Work task: For the full listing below, write out each entry exactly and exclude the images.

Records for the exercise:
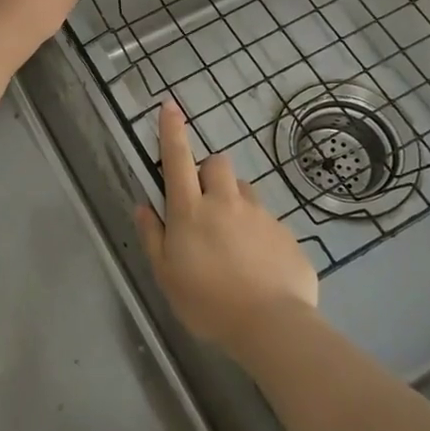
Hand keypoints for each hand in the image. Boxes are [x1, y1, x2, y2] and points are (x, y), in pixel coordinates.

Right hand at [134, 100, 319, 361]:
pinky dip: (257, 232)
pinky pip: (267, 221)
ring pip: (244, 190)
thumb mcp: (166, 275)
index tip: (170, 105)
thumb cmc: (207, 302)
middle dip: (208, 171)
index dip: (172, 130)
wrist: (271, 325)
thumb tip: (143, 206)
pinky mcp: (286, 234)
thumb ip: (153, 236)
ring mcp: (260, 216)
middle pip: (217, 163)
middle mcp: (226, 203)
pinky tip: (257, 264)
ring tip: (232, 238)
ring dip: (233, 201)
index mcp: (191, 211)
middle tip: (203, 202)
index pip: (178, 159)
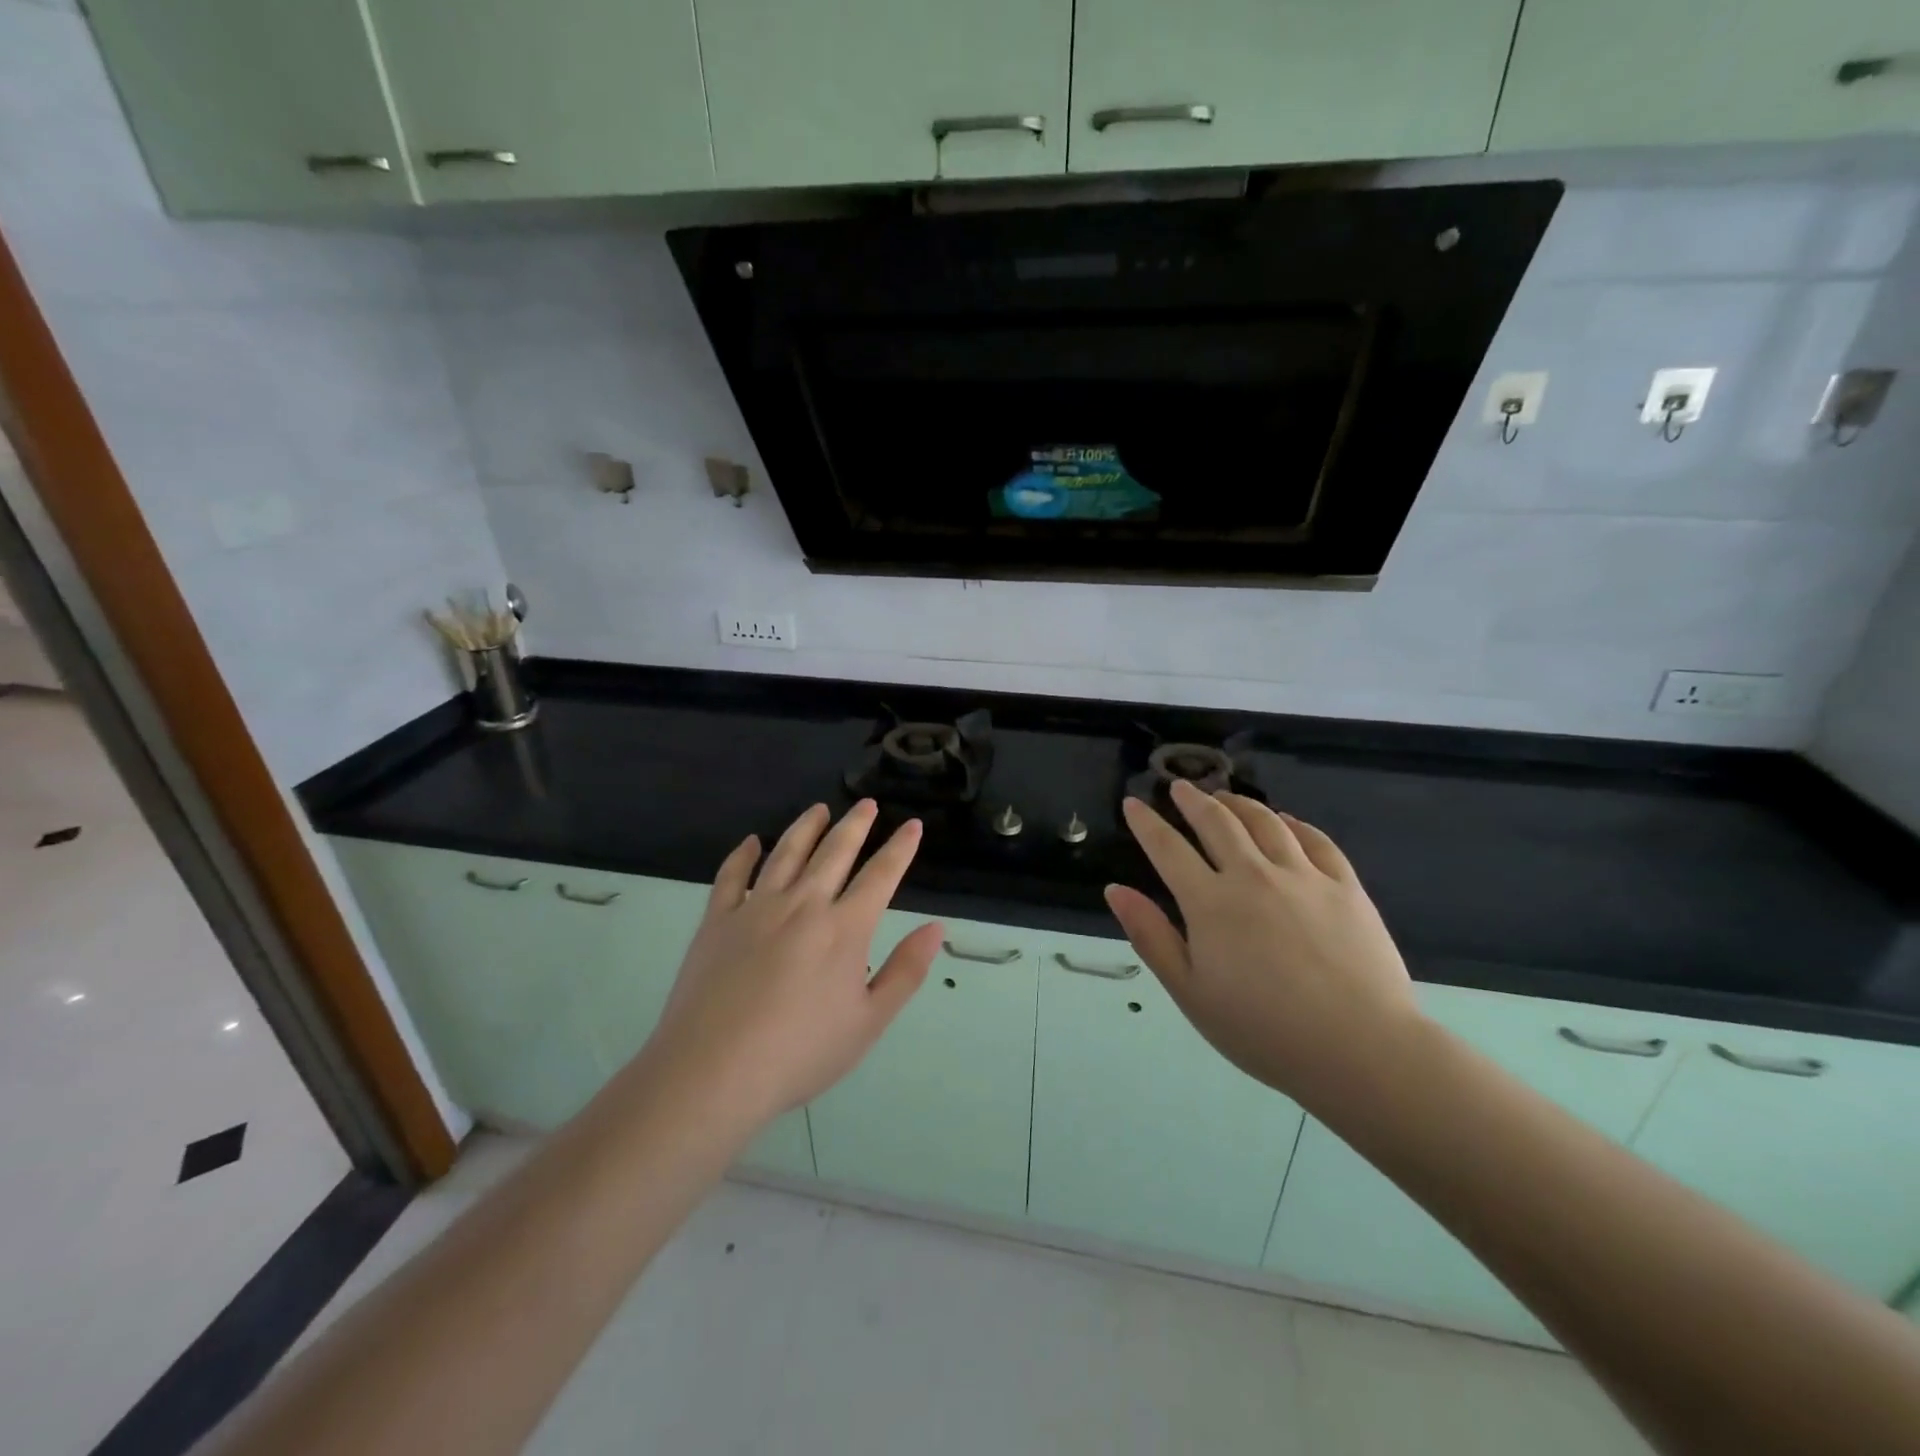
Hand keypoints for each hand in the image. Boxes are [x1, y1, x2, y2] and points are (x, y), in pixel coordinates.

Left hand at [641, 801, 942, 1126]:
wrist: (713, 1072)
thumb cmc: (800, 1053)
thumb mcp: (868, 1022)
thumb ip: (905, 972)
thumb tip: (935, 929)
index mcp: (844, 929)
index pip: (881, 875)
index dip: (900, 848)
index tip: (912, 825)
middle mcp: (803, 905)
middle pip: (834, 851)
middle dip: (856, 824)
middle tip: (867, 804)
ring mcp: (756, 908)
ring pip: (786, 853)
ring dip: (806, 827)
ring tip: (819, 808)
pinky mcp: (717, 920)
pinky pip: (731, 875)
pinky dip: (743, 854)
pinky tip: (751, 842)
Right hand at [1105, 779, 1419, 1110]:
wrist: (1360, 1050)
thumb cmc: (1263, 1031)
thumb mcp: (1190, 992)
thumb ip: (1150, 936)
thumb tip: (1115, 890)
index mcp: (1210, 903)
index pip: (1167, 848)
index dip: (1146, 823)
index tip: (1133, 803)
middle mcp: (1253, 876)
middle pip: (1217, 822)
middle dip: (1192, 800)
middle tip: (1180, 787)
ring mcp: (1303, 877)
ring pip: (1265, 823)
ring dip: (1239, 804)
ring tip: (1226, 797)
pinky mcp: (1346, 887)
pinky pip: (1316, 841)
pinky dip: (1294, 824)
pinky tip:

Exercise output:
Hand keypoints for each hand in the image. Boxes are [x1, y1, x2, y2] and points are (x, y), in pixel coordinates.

Right hand at [134, 100, 319, 361]:
pinky dip: (257, 232)
pinky pip: (267, 221)
ring pip: (244, 190)
thumb mcp: (166, 275)
index tip: (170, 105)
thumb cmc: (207, 302)
middle dip: (208, 171)
index dip: (172, 130)
wrist: (271, 325)
thumb tip: (143, 206)
pinky mcp: (286, 234)
thumb ip: (153, 236)
ring mcp: (260, 216)
middle pip: (217, 163)
middle mcp: (226, 203)
pinky tip: (257, 264)
ring tip: (232, 238)
ring dip: (233, 201)
index mcp: (191, 211)
middle tip: (203, 202)
index pip: (178, 159)
Hand keypoints for each hand in the image. Boxes are [x1, y1, x2, y2] and points are (x, y), in pixel coordinates.

Left hand at [641, 801, 942, 1126]:
wrist: (713, 1072)
thumb cmc: (800, 1053)
thumb mcp: (868, 1022)
thumb ip: (905, 972)
thumb tip: (935, 929)
index mcp: (844, 929)
index pip: (881, 875)
index dip: (900, 848)
index tip: (912, 825)
middle mcp: (803, 905)
middle pip: (834, 851)
middle dip: (856, 824)
middle tip: (867, 804)
ring mcp: (756, 908)
ring pip: (786, 853)
ring dip: (806, 827)
ring tip: (819, 808)
pinky mcp: (717, 920)
pinky pip: (731, 875)
pinky dip: (743, 854)
pinky tip: (751, 842)
Right hand at [1105, 779, 1419, 1110]:
wrist: (1360, 1050)
thumb cmc: (1263, 1031)
thumb mcp: (1190, 992)
thumb ip: (1150, 936)
thumb tip: (1115, 890)
index mcp: (1210, 903)
index pip: (1167, 848)
index dip: (1146, 823)
index tip: (1133, 803)
middle mcp: (1253, 876)
middle pip: (1217, 822)
middle dip: (1192, 800)
middle tip: (1180, 787)
ring mcp: (1303, 877)
ring pip: (1265, 823)
ring dip: (1239, 804)
ring tip: (1226, 797)
pinky mcp: (1346, 887)
pinky pip: (1316, 841)
pinky dip: (1294, 824)
pinky tip:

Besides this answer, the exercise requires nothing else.